[[ Data listing open ]]

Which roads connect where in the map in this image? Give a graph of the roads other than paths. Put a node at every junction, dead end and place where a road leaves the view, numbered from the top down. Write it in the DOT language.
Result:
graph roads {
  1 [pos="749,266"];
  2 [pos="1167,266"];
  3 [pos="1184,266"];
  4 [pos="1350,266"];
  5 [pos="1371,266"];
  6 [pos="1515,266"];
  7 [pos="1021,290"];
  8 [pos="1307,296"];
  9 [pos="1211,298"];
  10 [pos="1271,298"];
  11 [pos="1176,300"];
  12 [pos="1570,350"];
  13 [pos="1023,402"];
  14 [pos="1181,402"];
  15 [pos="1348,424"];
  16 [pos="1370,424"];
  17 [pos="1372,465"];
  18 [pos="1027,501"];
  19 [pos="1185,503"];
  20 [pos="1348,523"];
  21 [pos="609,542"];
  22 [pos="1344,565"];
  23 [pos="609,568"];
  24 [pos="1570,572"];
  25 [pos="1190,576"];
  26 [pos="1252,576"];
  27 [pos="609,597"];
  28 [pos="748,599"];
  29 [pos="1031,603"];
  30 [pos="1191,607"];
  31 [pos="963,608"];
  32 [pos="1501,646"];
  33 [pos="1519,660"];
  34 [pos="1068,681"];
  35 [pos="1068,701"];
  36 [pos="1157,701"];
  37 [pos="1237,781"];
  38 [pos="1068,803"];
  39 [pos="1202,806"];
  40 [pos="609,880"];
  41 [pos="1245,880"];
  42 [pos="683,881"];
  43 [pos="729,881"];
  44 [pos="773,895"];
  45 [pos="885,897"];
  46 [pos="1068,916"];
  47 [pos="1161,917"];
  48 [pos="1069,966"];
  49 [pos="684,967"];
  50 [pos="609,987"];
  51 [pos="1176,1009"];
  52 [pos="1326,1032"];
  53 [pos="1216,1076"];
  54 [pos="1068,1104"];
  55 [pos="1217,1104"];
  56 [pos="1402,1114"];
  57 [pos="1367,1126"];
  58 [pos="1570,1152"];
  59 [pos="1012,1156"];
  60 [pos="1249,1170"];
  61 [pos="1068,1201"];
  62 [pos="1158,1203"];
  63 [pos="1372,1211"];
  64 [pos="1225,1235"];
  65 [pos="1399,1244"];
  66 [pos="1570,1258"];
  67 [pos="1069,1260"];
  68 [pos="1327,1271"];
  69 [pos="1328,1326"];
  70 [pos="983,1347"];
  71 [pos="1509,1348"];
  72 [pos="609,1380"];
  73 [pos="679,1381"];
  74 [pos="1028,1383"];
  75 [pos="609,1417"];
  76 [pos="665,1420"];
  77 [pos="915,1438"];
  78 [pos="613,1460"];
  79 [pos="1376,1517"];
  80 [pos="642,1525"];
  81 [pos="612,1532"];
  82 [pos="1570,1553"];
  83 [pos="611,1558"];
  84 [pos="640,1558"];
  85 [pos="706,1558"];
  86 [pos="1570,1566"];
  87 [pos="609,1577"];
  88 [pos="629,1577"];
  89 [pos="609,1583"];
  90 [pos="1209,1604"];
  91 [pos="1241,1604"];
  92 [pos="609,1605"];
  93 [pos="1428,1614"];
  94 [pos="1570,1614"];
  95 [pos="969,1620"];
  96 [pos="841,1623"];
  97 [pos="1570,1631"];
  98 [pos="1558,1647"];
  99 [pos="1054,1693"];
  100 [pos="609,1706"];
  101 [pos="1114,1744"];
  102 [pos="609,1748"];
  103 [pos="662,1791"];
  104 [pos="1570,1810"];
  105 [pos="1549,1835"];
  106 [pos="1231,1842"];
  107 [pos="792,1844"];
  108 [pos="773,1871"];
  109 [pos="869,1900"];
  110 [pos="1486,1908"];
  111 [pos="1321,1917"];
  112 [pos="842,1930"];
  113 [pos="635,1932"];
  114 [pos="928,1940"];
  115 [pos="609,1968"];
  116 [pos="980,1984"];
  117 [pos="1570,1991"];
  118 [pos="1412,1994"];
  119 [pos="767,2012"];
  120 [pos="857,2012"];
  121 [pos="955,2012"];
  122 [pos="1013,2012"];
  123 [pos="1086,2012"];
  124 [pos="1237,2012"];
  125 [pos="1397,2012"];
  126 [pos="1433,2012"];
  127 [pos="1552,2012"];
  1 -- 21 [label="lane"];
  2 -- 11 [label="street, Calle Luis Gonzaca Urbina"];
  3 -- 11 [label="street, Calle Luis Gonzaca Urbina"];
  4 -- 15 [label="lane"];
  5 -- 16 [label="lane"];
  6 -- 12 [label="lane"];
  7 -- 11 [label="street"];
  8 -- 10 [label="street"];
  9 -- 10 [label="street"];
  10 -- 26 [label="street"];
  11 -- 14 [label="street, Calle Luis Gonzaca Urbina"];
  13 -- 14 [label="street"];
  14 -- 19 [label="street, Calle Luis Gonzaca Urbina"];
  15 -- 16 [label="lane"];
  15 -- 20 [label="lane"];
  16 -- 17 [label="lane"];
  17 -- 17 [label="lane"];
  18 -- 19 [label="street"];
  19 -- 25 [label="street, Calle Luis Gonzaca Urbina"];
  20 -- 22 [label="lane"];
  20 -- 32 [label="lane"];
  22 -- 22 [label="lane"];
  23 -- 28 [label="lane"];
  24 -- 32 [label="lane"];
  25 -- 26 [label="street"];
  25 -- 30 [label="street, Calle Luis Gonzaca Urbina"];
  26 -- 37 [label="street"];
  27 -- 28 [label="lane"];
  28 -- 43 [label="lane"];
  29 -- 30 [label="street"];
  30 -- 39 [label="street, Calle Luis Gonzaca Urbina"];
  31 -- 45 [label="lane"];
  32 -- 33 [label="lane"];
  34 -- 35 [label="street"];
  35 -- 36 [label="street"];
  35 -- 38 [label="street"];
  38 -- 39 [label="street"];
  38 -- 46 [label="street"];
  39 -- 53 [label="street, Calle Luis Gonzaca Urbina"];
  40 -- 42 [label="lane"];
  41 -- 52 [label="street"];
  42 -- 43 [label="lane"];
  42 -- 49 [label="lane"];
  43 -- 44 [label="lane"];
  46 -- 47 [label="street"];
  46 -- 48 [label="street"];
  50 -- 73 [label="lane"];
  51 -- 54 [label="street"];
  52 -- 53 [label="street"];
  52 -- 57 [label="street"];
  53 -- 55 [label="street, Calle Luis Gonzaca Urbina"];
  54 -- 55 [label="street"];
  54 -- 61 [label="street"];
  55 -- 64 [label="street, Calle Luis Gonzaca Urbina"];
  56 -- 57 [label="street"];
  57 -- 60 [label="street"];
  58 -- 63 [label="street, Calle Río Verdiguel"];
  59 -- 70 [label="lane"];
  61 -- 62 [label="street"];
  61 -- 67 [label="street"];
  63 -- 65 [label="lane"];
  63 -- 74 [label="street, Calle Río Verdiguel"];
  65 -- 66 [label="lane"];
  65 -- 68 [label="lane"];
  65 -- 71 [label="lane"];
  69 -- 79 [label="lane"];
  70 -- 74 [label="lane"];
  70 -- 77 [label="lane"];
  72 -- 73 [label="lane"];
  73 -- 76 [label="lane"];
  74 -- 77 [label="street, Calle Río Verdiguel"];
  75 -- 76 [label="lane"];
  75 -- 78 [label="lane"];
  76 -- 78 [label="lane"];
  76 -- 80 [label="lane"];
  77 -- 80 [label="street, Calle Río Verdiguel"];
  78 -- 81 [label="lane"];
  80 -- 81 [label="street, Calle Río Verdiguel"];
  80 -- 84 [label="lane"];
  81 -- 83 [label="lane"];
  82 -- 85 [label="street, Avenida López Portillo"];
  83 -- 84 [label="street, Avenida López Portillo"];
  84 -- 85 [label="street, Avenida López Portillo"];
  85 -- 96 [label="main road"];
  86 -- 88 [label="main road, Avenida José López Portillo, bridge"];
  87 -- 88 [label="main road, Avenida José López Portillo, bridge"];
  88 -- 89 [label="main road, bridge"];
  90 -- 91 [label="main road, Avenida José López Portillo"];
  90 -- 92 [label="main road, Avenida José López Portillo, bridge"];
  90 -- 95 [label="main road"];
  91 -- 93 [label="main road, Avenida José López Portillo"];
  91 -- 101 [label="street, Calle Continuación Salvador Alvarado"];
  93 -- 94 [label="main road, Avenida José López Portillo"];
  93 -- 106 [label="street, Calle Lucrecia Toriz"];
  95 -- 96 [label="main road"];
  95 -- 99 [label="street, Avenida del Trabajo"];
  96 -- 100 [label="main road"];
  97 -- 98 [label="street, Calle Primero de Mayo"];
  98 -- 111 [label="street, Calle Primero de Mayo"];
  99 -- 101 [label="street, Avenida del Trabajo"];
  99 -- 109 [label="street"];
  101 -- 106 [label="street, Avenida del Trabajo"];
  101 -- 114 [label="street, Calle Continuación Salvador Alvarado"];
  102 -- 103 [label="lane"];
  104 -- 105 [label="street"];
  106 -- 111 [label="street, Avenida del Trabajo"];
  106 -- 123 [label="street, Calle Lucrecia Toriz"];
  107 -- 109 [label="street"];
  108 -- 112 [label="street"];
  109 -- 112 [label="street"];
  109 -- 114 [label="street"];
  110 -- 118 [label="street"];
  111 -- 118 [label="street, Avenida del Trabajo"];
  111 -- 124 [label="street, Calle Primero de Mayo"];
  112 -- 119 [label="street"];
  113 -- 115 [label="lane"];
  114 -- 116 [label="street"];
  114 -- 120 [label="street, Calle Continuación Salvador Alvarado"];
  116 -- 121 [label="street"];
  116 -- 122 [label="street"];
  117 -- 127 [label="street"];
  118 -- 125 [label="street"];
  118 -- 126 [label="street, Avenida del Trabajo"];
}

[[ Data listing closed ]]

-- Assignment --
Please count the lines in the data that include the word "Salvador" and report the number by itself.

-- Written answer --
3